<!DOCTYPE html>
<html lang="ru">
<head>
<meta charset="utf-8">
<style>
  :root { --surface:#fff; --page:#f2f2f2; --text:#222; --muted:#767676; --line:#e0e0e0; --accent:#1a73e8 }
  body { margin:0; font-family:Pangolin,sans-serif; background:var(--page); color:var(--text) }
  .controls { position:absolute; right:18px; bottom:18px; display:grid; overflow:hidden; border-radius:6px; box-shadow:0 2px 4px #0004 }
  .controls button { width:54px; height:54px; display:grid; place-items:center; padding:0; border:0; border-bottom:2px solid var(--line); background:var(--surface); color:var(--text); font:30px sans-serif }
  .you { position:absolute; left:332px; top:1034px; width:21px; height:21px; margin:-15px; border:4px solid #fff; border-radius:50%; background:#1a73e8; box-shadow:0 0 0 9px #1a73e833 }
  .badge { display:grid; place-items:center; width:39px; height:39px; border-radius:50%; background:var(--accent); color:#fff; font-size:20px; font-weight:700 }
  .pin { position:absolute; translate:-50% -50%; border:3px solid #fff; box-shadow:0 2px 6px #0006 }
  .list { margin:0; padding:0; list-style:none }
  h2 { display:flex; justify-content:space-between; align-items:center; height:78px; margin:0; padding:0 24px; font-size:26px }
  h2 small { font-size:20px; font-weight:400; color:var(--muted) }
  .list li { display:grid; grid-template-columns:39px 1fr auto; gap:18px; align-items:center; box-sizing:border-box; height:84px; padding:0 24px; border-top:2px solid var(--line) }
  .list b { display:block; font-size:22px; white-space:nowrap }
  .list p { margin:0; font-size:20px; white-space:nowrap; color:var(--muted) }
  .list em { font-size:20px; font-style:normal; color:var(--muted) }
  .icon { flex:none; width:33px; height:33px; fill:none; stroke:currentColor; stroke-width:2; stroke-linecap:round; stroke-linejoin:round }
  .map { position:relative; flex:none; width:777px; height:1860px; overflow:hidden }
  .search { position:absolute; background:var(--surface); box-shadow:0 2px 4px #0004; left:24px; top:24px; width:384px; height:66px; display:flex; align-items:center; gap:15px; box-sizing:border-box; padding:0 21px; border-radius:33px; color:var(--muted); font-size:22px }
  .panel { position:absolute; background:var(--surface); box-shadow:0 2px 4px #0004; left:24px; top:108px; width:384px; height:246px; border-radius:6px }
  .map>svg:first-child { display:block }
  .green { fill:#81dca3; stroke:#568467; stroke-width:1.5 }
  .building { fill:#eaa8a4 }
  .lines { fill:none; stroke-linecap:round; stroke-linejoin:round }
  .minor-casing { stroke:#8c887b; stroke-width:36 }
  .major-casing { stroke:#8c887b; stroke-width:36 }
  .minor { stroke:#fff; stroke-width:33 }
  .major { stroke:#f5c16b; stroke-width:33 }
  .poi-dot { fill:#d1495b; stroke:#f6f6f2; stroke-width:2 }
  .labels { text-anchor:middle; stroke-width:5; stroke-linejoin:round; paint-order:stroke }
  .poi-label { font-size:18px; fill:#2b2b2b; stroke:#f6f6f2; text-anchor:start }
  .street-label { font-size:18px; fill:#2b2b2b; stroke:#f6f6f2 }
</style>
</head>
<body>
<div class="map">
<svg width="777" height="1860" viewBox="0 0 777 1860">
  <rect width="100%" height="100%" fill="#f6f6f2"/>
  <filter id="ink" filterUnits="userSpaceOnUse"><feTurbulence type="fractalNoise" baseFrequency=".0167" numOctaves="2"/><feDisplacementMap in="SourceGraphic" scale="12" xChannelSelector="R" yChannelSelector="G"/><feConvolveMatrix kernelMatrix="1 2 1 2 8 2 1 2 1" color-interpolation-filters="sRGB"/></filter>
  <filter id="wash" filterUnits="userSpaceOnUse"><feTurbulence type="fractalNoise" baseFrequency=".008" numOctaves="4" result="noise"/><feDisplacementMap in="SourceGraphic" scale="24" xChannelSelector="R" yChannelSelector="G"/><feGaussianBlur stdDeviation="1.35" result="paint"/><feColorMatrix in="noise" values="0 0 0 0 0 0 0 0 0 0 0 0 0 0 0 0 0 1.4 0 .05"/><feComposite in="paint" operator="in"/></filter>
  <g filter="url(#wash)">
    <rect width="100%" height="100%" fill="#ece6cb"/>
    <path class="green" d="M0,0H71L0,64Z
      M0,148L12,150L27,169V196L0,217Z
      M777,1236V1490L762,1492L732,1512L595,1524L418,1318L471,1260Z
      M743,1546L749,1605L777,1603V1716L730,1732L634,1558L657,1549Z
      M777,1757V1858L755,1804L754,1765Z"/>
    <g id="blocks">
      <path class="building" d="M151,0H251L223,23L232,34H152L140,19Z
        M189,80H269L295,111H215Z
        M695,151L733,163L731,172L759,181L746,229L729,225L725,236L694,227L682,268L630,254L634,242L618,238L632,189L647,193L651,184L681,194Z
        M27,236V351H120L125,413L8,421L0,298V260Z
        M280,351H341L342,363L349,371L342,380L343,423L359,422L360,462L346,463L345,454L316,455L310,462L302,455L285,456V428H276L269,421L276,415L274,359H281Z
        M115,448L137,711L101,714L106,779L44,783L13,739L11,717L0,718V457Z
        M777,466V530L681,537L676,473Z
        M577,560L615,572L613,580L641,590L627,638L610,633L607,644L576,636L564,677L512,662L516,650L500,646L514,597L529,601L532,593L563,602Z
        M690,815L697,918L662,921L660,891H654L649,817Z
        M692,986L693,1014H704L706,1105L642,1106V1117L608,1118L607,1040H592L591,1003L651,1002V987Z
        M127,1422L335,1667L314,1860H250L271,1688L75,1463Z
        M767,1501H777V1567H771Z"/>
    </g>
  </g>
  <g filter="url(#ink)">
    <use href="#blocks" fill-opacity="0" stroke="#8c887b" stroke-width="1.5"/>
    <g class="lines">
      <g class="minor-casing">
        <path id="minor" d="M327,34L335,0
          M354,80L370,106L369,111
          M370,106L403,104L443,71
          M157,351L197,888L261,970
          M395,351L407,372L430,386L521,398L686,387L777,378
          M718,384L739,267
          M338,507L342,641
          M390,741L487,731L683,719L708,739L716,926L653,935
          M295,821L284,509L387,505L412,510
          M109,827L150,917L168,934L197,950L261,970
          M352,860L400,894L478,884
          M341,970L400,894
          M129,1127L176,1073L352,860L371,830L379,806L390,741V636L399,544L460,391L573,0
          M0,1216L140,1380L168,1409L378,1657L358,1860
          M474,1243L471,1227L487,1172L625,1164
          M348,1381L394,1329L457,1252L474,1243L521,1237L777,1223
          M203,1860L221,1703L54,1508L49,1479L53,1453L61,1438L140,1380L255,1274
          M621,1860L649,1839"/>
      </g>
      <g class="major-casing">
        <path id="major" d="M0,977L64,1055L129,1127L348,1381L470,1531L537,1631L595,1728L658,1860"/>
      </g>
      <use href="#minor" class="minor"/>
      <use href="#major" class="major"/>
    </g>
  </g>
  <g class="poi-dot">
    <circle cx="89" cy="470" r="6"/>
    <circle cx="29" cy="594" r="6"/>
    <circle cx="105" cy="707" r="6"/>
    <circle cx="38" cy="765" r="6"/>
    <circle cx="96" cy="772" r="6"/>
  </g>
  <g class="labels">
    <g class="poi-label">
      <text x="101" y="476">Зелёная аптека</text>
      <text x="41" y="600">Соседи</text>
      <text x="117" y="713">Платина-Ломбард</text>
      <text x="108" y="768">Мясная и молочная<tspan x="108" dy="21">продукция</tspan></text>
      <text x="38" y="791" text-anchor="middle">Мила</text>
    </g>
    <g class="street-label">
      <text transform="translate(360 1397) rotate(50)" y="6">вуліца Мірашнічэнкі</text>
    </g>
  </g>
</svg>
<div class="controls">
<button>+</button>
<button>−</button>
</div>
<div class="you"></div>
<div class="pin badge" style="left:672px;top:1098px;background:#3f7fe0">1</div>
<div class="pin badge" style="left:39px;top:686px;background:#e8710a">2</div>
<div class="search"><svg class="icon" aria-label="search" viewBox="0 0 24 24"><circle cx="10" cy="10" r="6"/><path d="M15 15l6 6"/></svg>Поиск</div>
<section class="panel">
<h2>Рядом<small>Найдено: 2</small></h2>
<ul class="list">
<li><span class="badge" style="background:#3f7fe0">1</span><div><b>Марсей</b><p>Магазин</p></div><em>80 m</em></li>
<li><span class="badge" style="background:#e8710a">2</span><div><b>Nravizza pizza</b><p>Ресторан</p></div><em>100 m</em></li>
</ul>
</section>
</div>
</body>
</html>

**WHAT THE EXERCISE ASKS**
Starting with the first line of the listing above and ending with the line that holds "margin:0; padding:0; list-style:none", return those lines exactly as written, both included.

**ANSWER BOX**
<!DOCTYPE html>
<html lang="ru">
<head>
<meta charset="utf-8">
<style>
  :root { --surface:#fff; --page:#f2f2f2; --text:#222; --muted:#767676; --line:#e0e0e0; --accent:#1a73e8 }
  body { margin:0; font-family:Pangolin,sans-serif; background:var(--page); color:var(--text) }
  .controls { position:absolute; right:18px; bottom:18px; display:grid; overflow:hidden; border-radius:6px; box-shadow:0 2px 4px #0004 }
  .controls button { width:54px; height:54px; display:grid; place-items:center; padding:0; border:0; border-bottom:2px solid var(--line); background:var(--surface); color:var(--text); font:30px sans-serif }
  .you { position:absolute; left:332px; top:1034px; width:21px; height:21px; margin:-15px; border:4px solid #fff; border-radius:50%; background:#1a73e8; box-shadow:0 0 0 9px #1a73e833 }
  .badge { display:grid; place-items:center; width:39px; height:39px; border-radius:50%; background:var(--accent); color:#fff; font-size:20px; font-weight:700 }
  .pin { position:absolute; translate:-50% -50%; border:3px solid #fff; box-shadow:0 2px 6px #0006 }
  .list { margin:0; padding:0; list-style:none }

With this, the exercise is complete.